▶ [Exercise goal]: Reproduce the data below in full and exclude every picture.

▶ [Stored data entries]:
=======

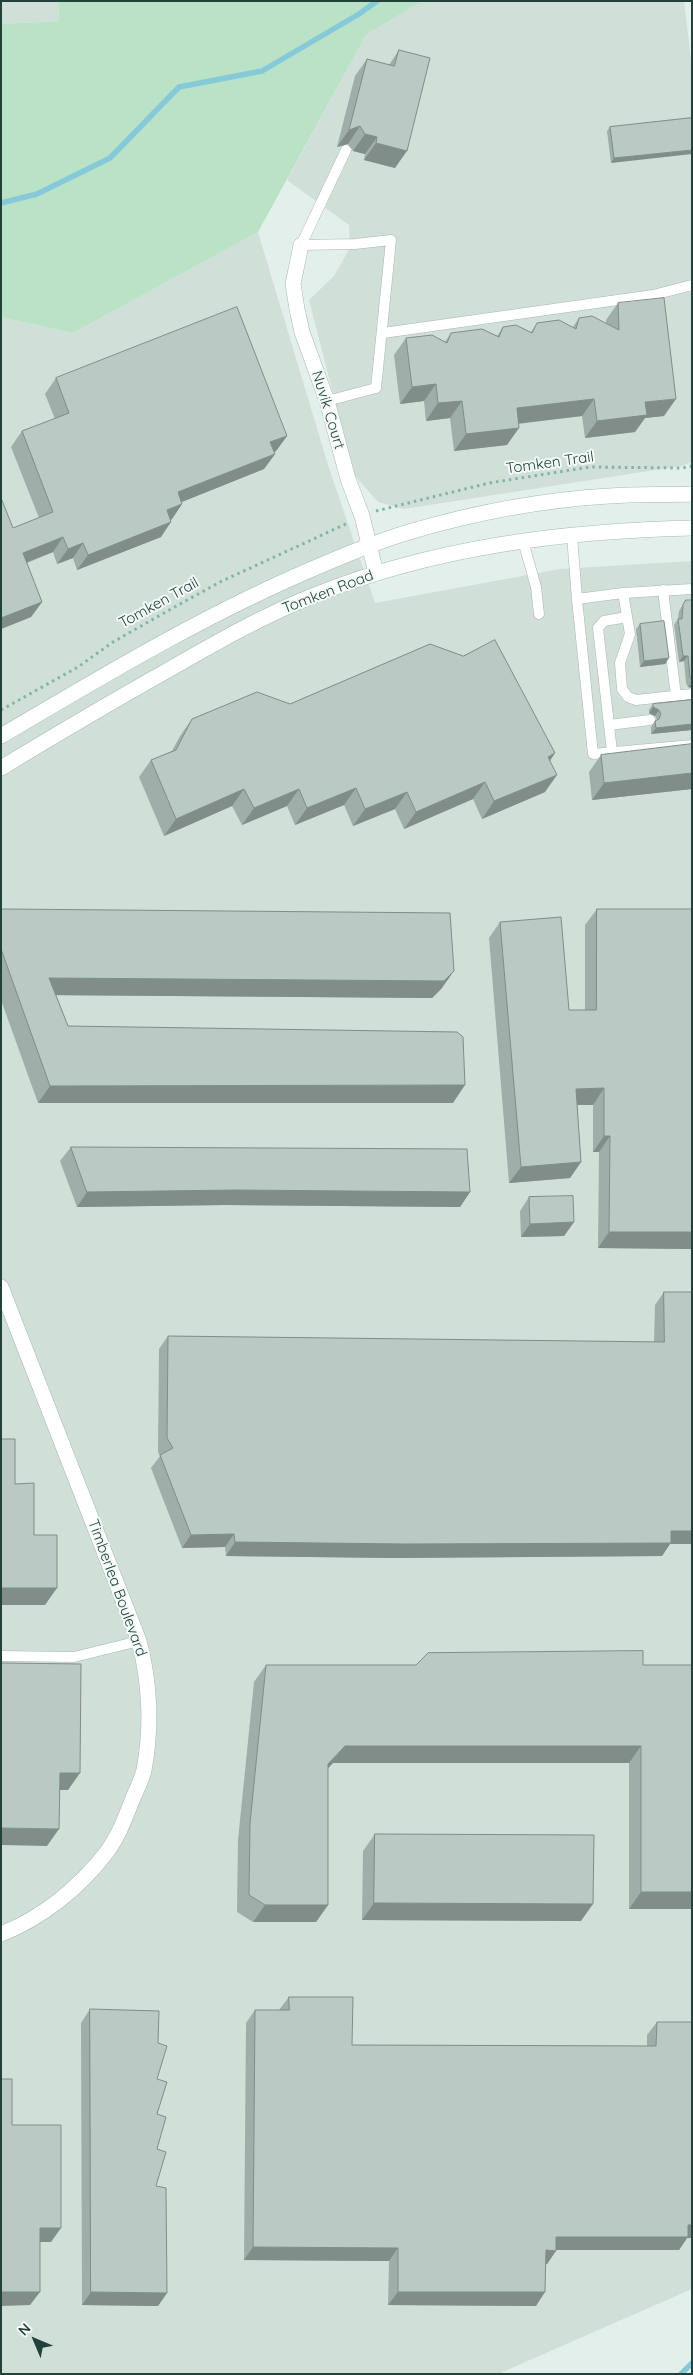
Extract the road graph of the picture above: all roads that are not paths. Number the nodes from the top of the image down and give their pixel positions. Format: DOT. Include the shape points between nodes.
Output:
graph roads {
  1 [pos="346,150"];
  2 [pos="302,245"];
  3 [pos="692,285"];
  4 [pos="383,333"];
  5 [pos="327,401"];
  6 [pos="688,492"];
  7 [pos="692,528"];
  8 [pos="673,529"];
  9 [pos="692,534"];
  10 [pos="572,536"];
  11 [pos="523,541"];
  12 [pos="369,545"];
  13 [pos="376,573"];
  14 [pos="692,589"];
  15 [pos="663,590"];
  16 [pos="623,593"];
  17 [pos="577,599"];
  18 [pos="539,614"];
  19 [pos="627,617"];
  20 [pos="692,694"];
  21 [pos="676,696"];
  22 [pos="650,720"];
  23 [pos="609,725"];
  24 [pos="1,736"];
  25 [pos="692,745"];
  26 [pos="612,752"];
  27 [pos="1,768"];
  28 [pos="1,1287"];
  29 [pos="139,1641"];
  30 [pos="1,1656"];
  31 [pos="1,1934"];
  1 -- 2 [label="lane"];
  2 -- 4 [label="lane" via="391,240"];
  2 -- 5 [label="main road, Nuvik Court" via="294,284 297,309"];
  3 -- 4 [label="lane" via="653,295"];
  4 -- 5 [label="lane" via="376,388"];
  5 -- 12 [label="main road, Nuvik Court"];
  6 -- 12 [label="main road, Tomken Road" via="544,503 451,521"];
  7 -- 8 [label="main road, Tomken Road"];
  8 -- 9 [label="main road"];
  8 -- 10 [label="main road, Tomken Road"];
  10 -- 11 [label="main road, Tomken Road"];
  10 -- 17 [label="lane"];
  11 -- 13 [label="main road, Tomken Road" via="452,553"];
  11 -- 18 [label="lane" via="536,587"];
  12 -- 13 [label="main road, Nuvik Court"];
  12 -- 24 [label="main road, Tomken Road" via="268,587 210,616"];
  13 -- 27 [label="main road, Tomken Road" via="314,595 244,627"];
  14 -- 15 [label="lane"];
  15 -- 16 [label="lane"];
  15 -- 21 [label="lane"];
  16 -- 17 [label="lane"];
  16 -- 19 [label="lane"];
  17 -- 26 [label="lane" via="592,754"];
  19 -- 21 [label="lane" via="630,636 619,665 623,692 636,700"];
  19 -- 23 [label="lane" via="604,621 598,628"];
  20 -- 21 [label="lane"];
  22 -- 23 [label="lane"];
  23 -- 26 [label="lane"];
  25 -- 26 [label="lane"];
  28 -- 29 [label="main road, Timberlea Boulevard"];
  29 -- 30 [label="lane" via="74,1657"];
  29 -- 31 [label="main road, Timberlea Boulevard" via="146,1666 149,1722 144,1772 127,1814 107,1852 69,1892 24,1925"];
}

=======

▶ [Answer section]:
Extract the road graph of the picture above: all roads that are not paths. Number the nodes from the top of the image down and give their pixel positions. Format: DOT. Include the shape points between nodes.
Output:
graph roads {
  1 [pos="346,150"];
  2 [pos="302,245"];
  3 [pos="692,285"];
  4 [pos="383,333"];
  5 [pos="327,401"];
  6 [pos="688,492"];
  7 [pos="692,528"];
  8 [pos="673,529"];
  9 [pos="692,534"];
  10 [pos="572,536"];
  11 [pos="523,541"];
  12 [pos="369,545"];
  13 [pos="376,573"];
  14 [pos="692,589"];
  15 [pos="663,590"];
  16 [pos="623,593"];
  17 [pos="577,599"];
  18 [pos="539,614"];
  19 [pos="627,617"];
  20 [pos="692,694"];
  21 [pos="676,696"];
  22 [pos="650,720"];
  23 [pos="609,725"];
  24 [pos="1,736"];
  25 [pos="692,745"];
  26 [pos="612,752"];
  27 [pos="1,768"];
  28 [pos="1,1287"];
  29 [pos="139,1641"];
  30 [pos="1,1656"];
  31 [pos="1,1934"];
  1 -- 2 [label="lane"];
  2 -- 4 [label="lane" via="391,240"];
  2 -- 5 [label="main road, Nuvik Court" via="294,284 297,309"];
  3 -- 4 [label="lane" via="653,295"];
  4 -- 5 [label="lane" via="376,388"];
  5 -- 12 [label="main road, Nuvik Court"];
  6 -- 12 [label="main road, Tomken Road" via="544,503 451,521"];
  7 -- 8 [label="main road, Tomken Road"];
  8 -- 9 [label="main road"];
  8 -- 10 [label="main road, Tomken Road"];
  10 -- 11 [label="main road, Tomken Road"];
  10 -- 17 [label="lane"];
  11 -- 13 [label="main road, Tomken Road" via="452,553"];
  11 -- 18 [label="lane" via="536,587"];
  12 -- 13 [label="main road, Nuvik Court"];
  12 -- 24 [label="main road, Tomken Road" via="268,587 210,616"];
  13 -- 27 [label="main road, Tomken Road" via="314,595 244,627"];
  14 -- 15 [label="lane"];
  15 -- 16 [label="lane"];
  15 -- 21 [label="lane"];
  16 -- 17 [label="lane"];
  16 -- 19 [label="lane"];
  17 -- 26 [label="lane" via="592,754"];
  19 -- 21 [label="lane" via="630,636 619,665 623,692 636,700"];
  19 -- 23 [label="lane" via="604,621 598,628"];
  20 -- 21 [label="lane"];
  22 -- 23 [label="lane"];
  23 -- 26 [label="lane"];
  25 -- 26 [label="lane"];
  28 -- 29 [label="main road, Timberlea Boulevard"];
  29 -- 30 [label="lane" via="74,1657"];
  29 -- 31 [label="main road, Timberlea Boulevard" via="146,1666 149,1722 144,1772 127,1814 107,1852 69,1892 24,1925"];
}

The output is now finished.